Brian Weinstein, Analyst
Hey guys, good afternoon to you, and thanks for taking the question here. I appreciate the commentary on the year-over-year growth and how that's improving. But really when we look sequentially here, the Q2 guide is flat to down sequentially in the quarter. I know this was somewhat asked in a prior question, but it would make three straight quarters at sort of $365 million to $370 million range. Also, this quarter, we saw NeuMoDx down about $3 million sequentially on the larger installed base, QuantiFERON is actually down a little bit, I think $1 million or so sequentially. So, I'm just trying to understand how you guys are thinking about the sequential movement here, because it would appear to us that Q2 would likely have to have some conservatism in it, or is it really just a flattening out of the actual dollars here? I know it was someone asked before, but I wasn't quite clear on the answer. So, I wanted to kind of go back into the sequentials and kind of what you guys are seeing there.
Thierry Bernard, CEO
Yes, please, Roland, you go there, and then I will. Yes, please.
Roland Sackers, CFO
Yes. Let me be straightforward. Hi Brian. Again, just very clear; we expect sequential growth quarter-over-quarter on the non-COVID side throughout the year, including the second quarter against the first quarter. It’s quite obvious. Thierry said it clearly. We feel confident about the full-year guide as well. The question really is about quarterly allocation because there is no doubt that there is volatility on the COVID part of the business. We don’t know if volatility may affect the numbers in the first quarter, or not. What is most important is that we did quite well better than expected in the first quarter in all regards. And we shouldn’t forget that Q4 is typically when we see higher growth rates.
Operator, Operator
Our last question comes from Hugo Solvet of Exane BNP Paribas.
Hugo Solvet, Analyst
Hi guys, thanks for taking my questions. I have two. On QIAstat-Dx, if I remember well, last year, you had a fair share of placements in reagent rental models. Just wondering if you are seeing any change here since the beginning of the year, or do you still place products with a certain visibility on consumable sales? And the second question, I think, Thierry, in your prepared remarks, you mentioned that the trend for manual to automated stabilized. Can you just give us an indication on where it has stabilized compared to what you were expecting in H2 2020? Thank you.
Thierry Bernard, CEO
To your first question, you go, thanks for the two questions. First of all, we are still selling much more than placing QIAstat systems. The same is true for NeuMoDx. We have still placed a healthy number of QIAstat systems in Q1, and we ensure those systems are not just COVID-19 driven. We are engaging customers on assays such as GI, meningitis, and others while trying to secure pre-renewal contracts that ensure ongoing use. Regarding automation versus manual, we confirm what we said last year that gradually automation will prevail at the QIAGEN level of sales over manual. We have now a ratio of roughly 65% automated to 35% manual sales, proving our relevance in automation within the sample technology space. Many countries, particularly in the emerging world, are still finding manual workflows useful.

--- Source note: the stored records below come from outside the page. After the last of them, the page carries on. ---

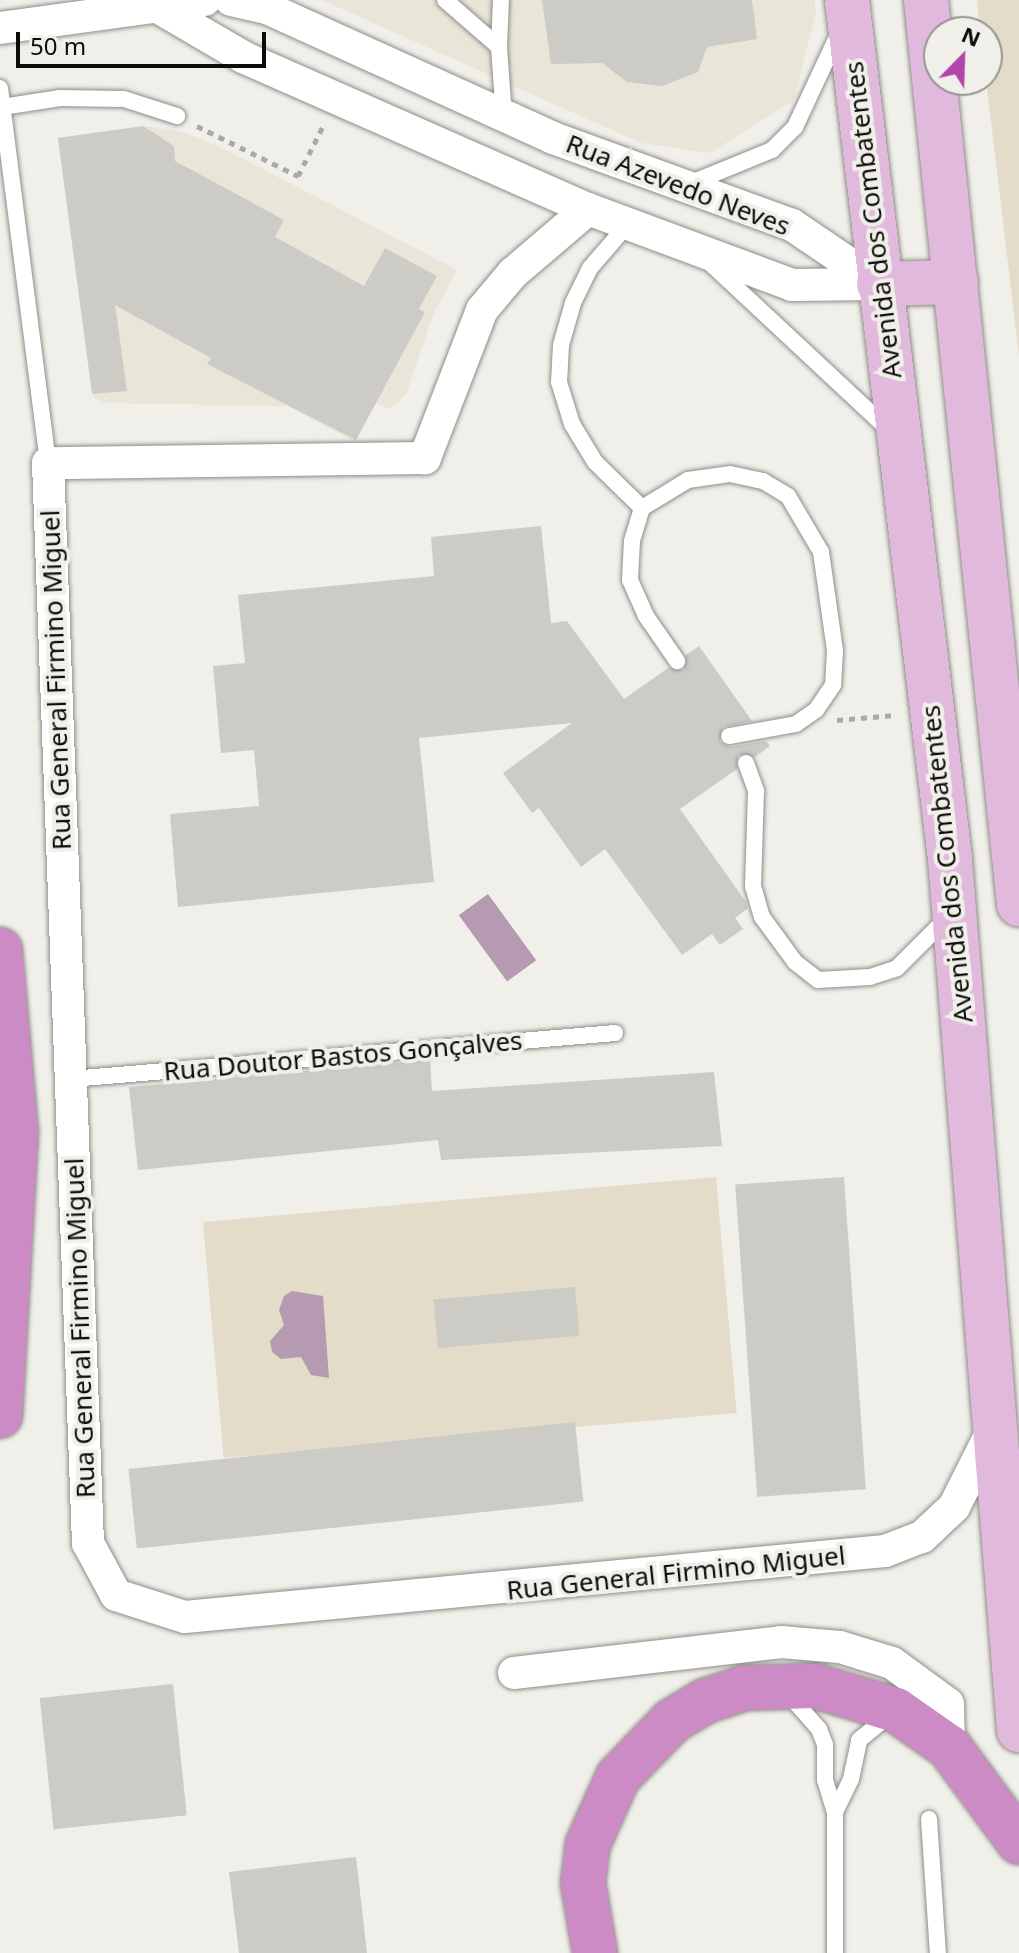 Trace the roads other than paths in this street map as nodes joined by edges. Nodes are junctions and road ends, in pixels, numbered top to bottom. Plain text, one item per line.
1 (205, 0) edge
2 (231, 0) edge
3 (445, 0) edge
4 (501, 0) edge
5 (926, 0) edge
6 (847, 6) edge
7 (161, 9) junction
8 (0, 28) edge
9 (499, 47) junction
10 (0, 88) edge
11 (2, 107) edge
12 (177, 116) road end
13 (504, 116) junction
14 (681, 187) junction
15 (588, 209) junction
16 (628, 224) junction
17 (696, 249) junction
18 (956, 282) junction
19 (879, 284) junction
20 (897, 437) junction
21 (48, 463) junction
22 (642, 508) junction
23 (677, 661) dead end
24 (729, 736) dead end
25 (746, 763) dead end
26 (1019, 904) edge
27 (954, 910) junction
28 (0, 950) edge
29 (615, 1033) dead end
30 (71, 1079) junction
31 (0, 1416) edge
32 (995, 1426) junction
33 (514, 1673) dead end
34 (778, 1684) junction
35 (896, 1710) junction
36 (1019, 1730) edge
37 (949, 1747) junction
38 (835, 1812) junction
39 (929, 1819) dead end
40 (1019, 1842) edge
41 (595, 1953) edge
42 (835, 1953) edge
43 (938, 1953) edge

1 - 7 street
2 - 13 street, Rua Azevedo Neves
3 - 9 lane
4 - 9 lane
5 - 18 main road
6 - 14 lane
6 - 19 main road, Avenida dos Combatentes
7 - 8 street
7 - 15 street, Rua Azevedo Neves
9 - 13 lane
10 - 11 lane, Rua General Firmino Miguel
11 - 12 lane
11 - 21 lane, Rua General Firmino Miguel
13 - 14 street, Rua Azevedo Neves
14 - 19 street, Rua Azevedo Neves
15 - 16 street, Rua Azevedo Neves
15 - 21 street
16 - 17 street, Rua Azevedo Neves
16 - 22 lane
17 - 19 street, Rua Azevedo Neves
17 - 20 lane
18 - 19 main road
18 - 26 main road
19 - 20 main road, Avenida dos Combatentes
20 - 27 main road, Avenida dos Combatentes
21 - 30 street, Rua General Firmino Miguel
22 - 23 lane
22 - 24 lane
25 - 27 lane
27 - 32 main road, Avenida dos Combatentes
28 - 31 highway
29 - 30 lane, Rua Doutor Bastos Gonçalves
30 - 32 street, Rua General Firmino Miguel
32 - 36 main road, Avenida dos Combatentes
33 - 37 street
34 - 35 highway
34 - 38 lane
34 - 41 highway
35 - 37 highway
35 - 38 lane
37 - 40 highway
38 - 42 lane
39 - 43 lane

Phoebe Loh, Senior Director of Investor Relations
Thank you.
Thierry Bernard, CEO
Okay. With that, Thierry and Roland, I'd like to end the call and thank all of you for your participation. If you have any questions or comments, please do not hesitate to reach out to Phoebe and me for further discussions. Thank you very much.
Operator, Operator
Ladies and gentlemen, this concludes the conference call. Thank you for joining, and have a pleasant day.